In our survey, <20% of the people with hypertension were treated. This very low level of treatment is comparable to other sub-Saharan countries.^{2, 3, 28} As in many developing countries, treatment of hypertension was nowhere near the ‘rule of halves’² and was well under the treatment rate in developed countries.^{29, 30, 31, 33} Moreover, the fact that hypertension treatment rises with age and is not associated with gender is consistent with other reports.^{2, 9, 27, 28}

Contrary to reports from the United States and Europe of higher prevalence of awareness and treatment in overweight and obese subjects,^{30, 31} our study showed no statistical association between BMI and hypertension awareness or treatment. A possible explanation might be that obesity or excess weight is not perceived as a risk factor for hypertension or any other health problem in Senegal. Stoutness is indeed socially valued in West Africa,³⁴ and consequently in Dakar it is possible that overweight or obese people feel no need to consult a health-care professional more often than other subjects, and thus do not present a higher prevalence in hypertension awareness or treatment. Finally, the prevalence of control was lower than the average in developed and in developing countries, including SSA.^{1, 2, 3, 9, 27, 28, 29, 30, 31, 33}

The study has some limitations. First, similar to that in many surveys our BP levels were based on the average of two measurements at a single visit, which may have overestimated the prevalence rates. Second, its cross-sectional design did not allow us to exclude reverse causation as the main explanation for some of the associations reported. Third, we were only able to consider pharmacological treatment. This is reductive because lifestyle changes are a fundamental part of BP control and should be considered as part of treatment. Fourth, we did not include in the study data on nutritional status and physical activity, which are major risk factors of hypertension. Other possible sources of bias include the documentation of self-reported hypertensive treatment by the participants. For example, subjects who incorrectly reported that they did not receive antihypertensive medication and had BP <140/90 mm Hg were considered normotensives. Finally, the limited sample size of our survey makes it difficult to generalize our findings to the Senegalese population, and the small absolute number of hypertensive subjects with controlled BP made it impossible to perform trend analysis on control of hypertension in age/sex subgroups.

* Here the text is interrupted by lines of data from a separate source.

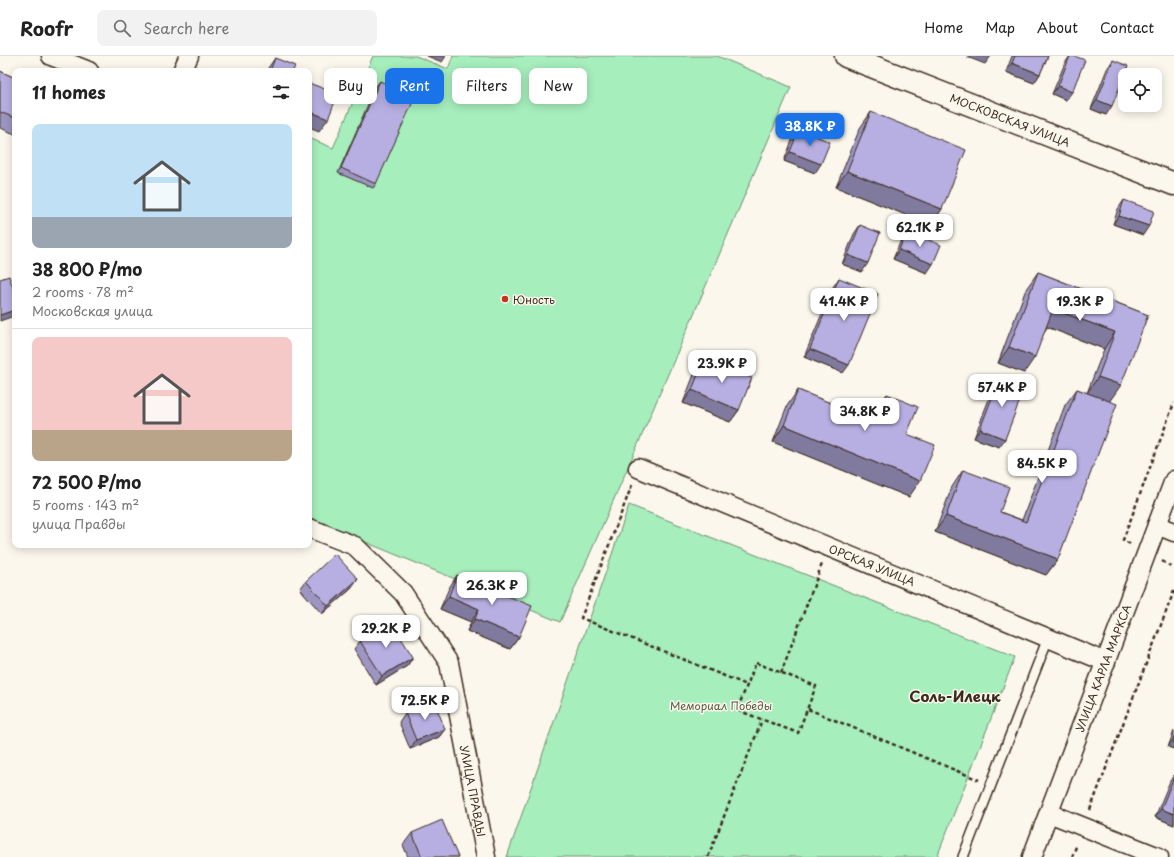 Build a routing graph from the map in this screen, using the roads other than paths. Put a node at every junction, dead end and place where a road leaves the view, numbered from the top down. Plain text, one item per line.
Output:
1 (51, 56) edge
2 (189, 56) edge
3 (846, 56) edge
4 (81, 68) edge
5 (183, 68) edge
6 (1174, 184) edge
7 (638, 468) road end
8 (1174, 480) edge
9 (1157, 525) junction
10 (312, 529) edge
11 (1174, 532) edge
12 (1048, 638) junction
13 (1106, 662) junction
14 (1049, 813) junction
15 (486, 857) edge
16 (963, 857) edge
17 (1032, 857) edge
18 (1159, 857) edge

1 - 4 street
2 - 5 street
3 - 6 street, МОСКОВСКАЯ УЛИЦА
7 - 12 street, ОРСКАЯ УЛИЦА
8 - 9 street, УЛИЦА КАРЛА МАРКСА
9 - 11 street
9 - 13 street, УЛИЦА КАРЛА МАРКСА
10 - 15 street, УЛИЦА ПРАВДЫ
12 - 13 street, ОРСКАЯ УЛИЦА
12 - 16 lane
13 - 14 street, УЛИЦА КАРЛА МАРКСА
14 - 17 street, УЛИЦА КАРЛА МАРКСА
14 - 18 street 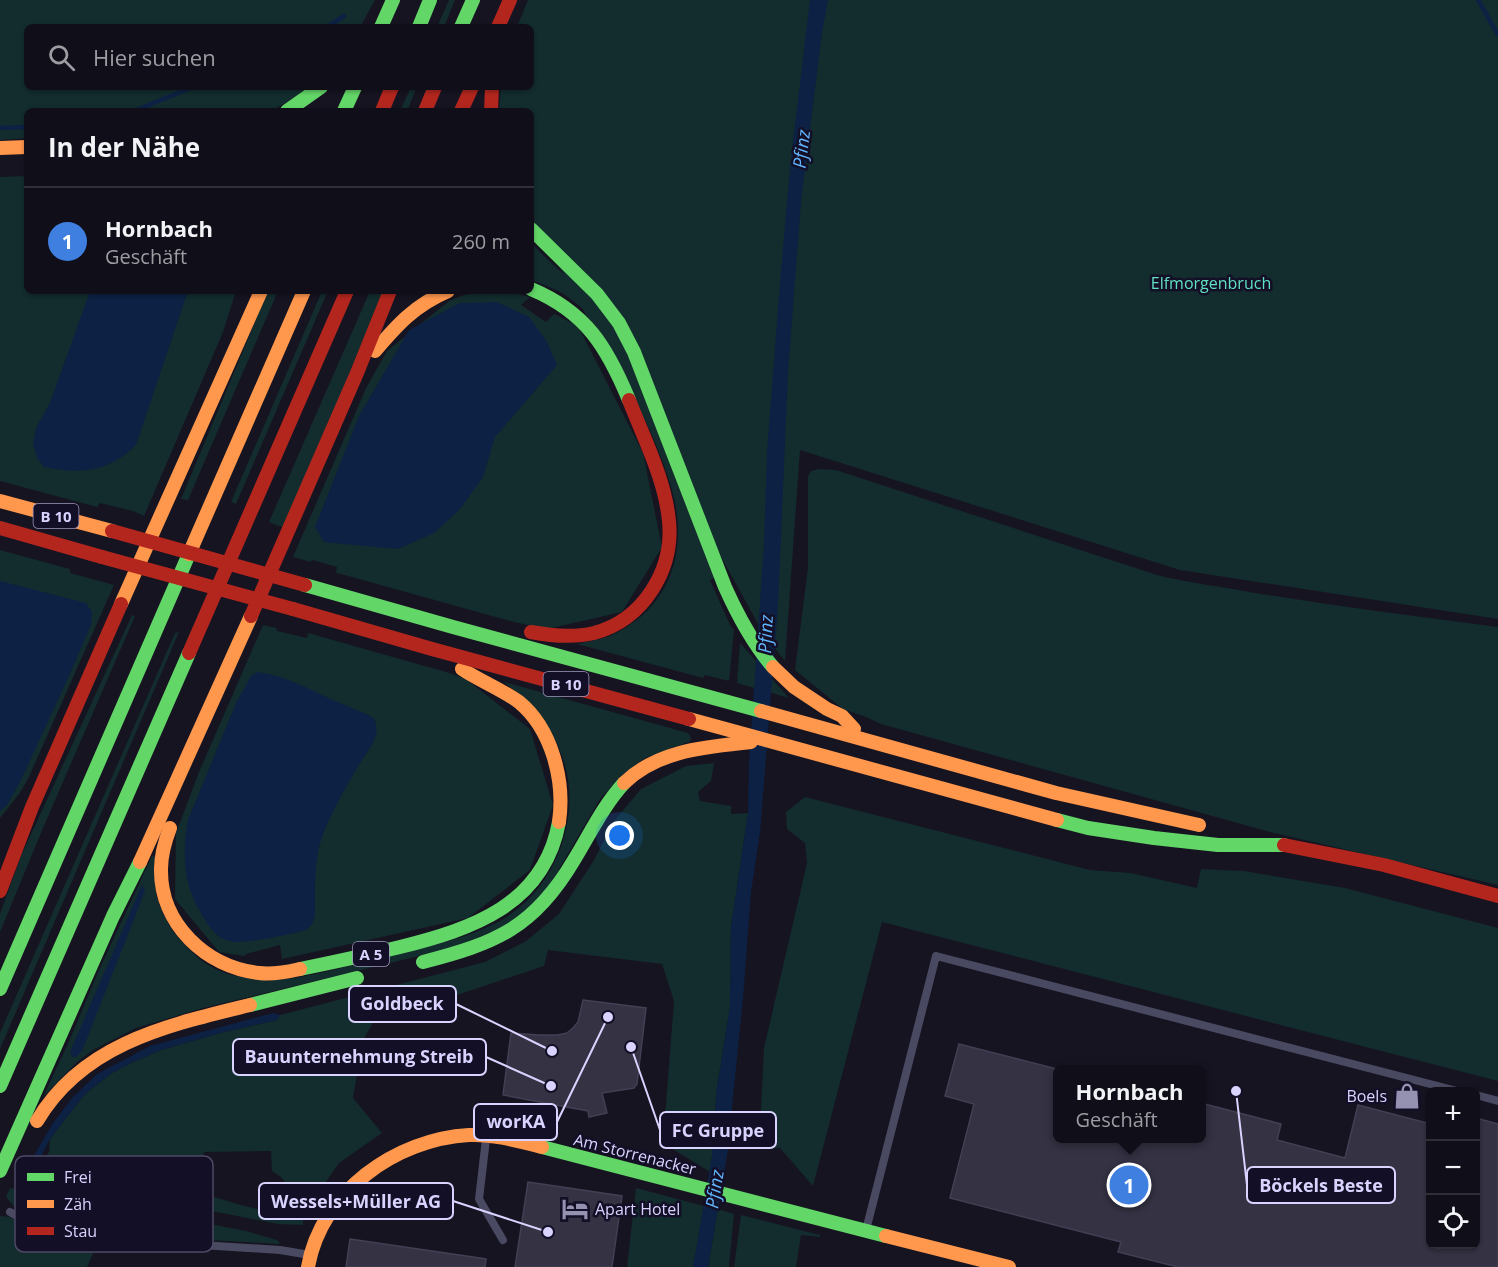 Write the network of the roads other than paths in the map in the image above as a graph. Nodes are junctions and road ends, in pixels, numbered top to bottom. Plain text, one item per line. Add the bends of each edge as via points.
1 (393, 0) edge
2 (430, 0) edge
3 (473, 0) edge
4 (510, 0) edge
5 (382, 24) edge
6 (419, 24) edge
7 (462, 24) edge
8 (499, 24) edge
9 (317, 90) edge
10 (354, 90) edge
11 (391, 90) edge
12 (434, 90) edge
13 (471, 90) edge
14 (492, 90) edge
15 (291, 108) edge
16 (345, 108) edge
17 (383, 108) edge
18 (426, 108) edge
19 (462, 108) edge
20 (491, 108) edge
21 (24, 147) edge
22 (0, 148) edge
23 (534, 231) edge
24 (534, 290) edge
25 (260, 294) edge
26 (303, 294) edge
27 (346, 294) edge
28 (389, 294) edge
29 (441, 294) edge
30 (238, 309) dead end
31 (357, 373) junction
32 (195, 434) junction
33 (0, 501) edge
34 (0, 528) edge
35 (491, 624) dead end
36 (453, 627) junction
37 (514, 628) dead end
38 (432, 649) junction
39 (210, 709) junction
40 (767, 740) junction
41 (865, 741) junction
42 (51, 766) junction
43 (19, 807) dead end
44 (1211, 828) dead end
45 (1232, 832) dead end
46 (1284, 845) junction
47 (0, 891) edge
48 (1498, 896) edge
49 (406, 966) dead end
50 (373, 974) dead end
51 (0, 989) edge
52 (0, 1086) edge
53 (1442, 1087) edge
54 (1480, 1096) edge
55 (1498, 1101) edge
56 (486, 1135) junction
57 (10, 1149) junction
58 (0, 1171) edge
59 (10, 1212) dead end
60 (15, 1215) edge
61 (866, 1231) junction
62 (503, 1240) dead end
63 (213, 1245) edge
64 (309, 1261) edge
65 (1009, 1267) edge

1 - 5 main road
2 - 6 main road
3 - 7 main road
4 - 8 main road
9 - 15 main road
10 - 16 main road
11 - 17 main road
12 - 18 main road
13 - 19 main road
14 - 20 main road
21 - 22 main road
23 - 41 main road via 597,294 619,323 634,352 725,587 758,648 785,680 842,716
24 - 37 main road via 570,309 606,351 658,473 670,534 667,557 655,588 637,610 619,622 577,636 551,636
25 - 32 main road
26 - 51 main road
27 - 52 main road
28 - 31 main road
29 - 31 main road via 402,319
30 - 32 main road
31 - 39 main road
32 - 42 main road
33 - 36 main road, B 10, bridge
34 - 38 main road, B 10, bridge
35 - 36 main road
36 - 41 main road, B 10
38 - 39 main road, A 5 via 502,690 536,722 556,767 561,816 554,845 541,871 511,903 471,925 414,943 291,971 259,973 219,962 186,936 165,900 162,858
38 - 40 main road, B 10
39 - 57 main road
40 - 46 main road, B 10 via 1088,828 1218,845
40 - 49 main road, A 5 via 700,748 646,766 601,813 558,887 534,914 488,943
41 - 44 main road, B 10 via 1056,793
42 - 43 main road via 33,782
42 - 47 main road
45 - 46 main road
46 - 48 main road via 1384,865
50 - 57 main road, A 5 via 184,1021 120,1044 60,1089 34,1127
53 - 61 lane via 936,956
54 - 55 lane
56 - 61 main road, Am Storrenacker
56 - 62 lane via 479,1199
56 - 64 main road, Am Storrenacker via 437,1139 384,1161 335,1206 321,1227
57 - 58 main road
59 - 60 lane
61 - 65 main road, Am Storrenacker
63 - 64 lane via 280,1250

In conclusion, our study shows that the epidemiological transition currently underway in Senegal is particularly associated with a high prevalence of arterial hypertension. Unfortunately, the health-care system in Senegal is largely restricted to communicable diseases and NCDs have not received the attention they deserve.³⁵ Yet, given the very low rates of awareness, treatment and control in our sample, it is clear that the mortality rate associated with arterial hypertension is more significant in Senegal than in developed countries, where treatment is more accessible and modern medicine more available. Thus, the observation made by the Global Burden of Disease study that ‘the probability of a man or woman dying from an NCD is higher in SSA and other developing regions than in established market economies’³⁶ still remains true 15 years later. Awareness of hypertension largely depends on the capacity of the health system to provide diagnostic services for hypertension to the general population.⁵ As public health measures and intensified antihypertensive treatment seem to be effective in improving BP control rates, developing strategies for averting an NCD epidemic must be a priority objective.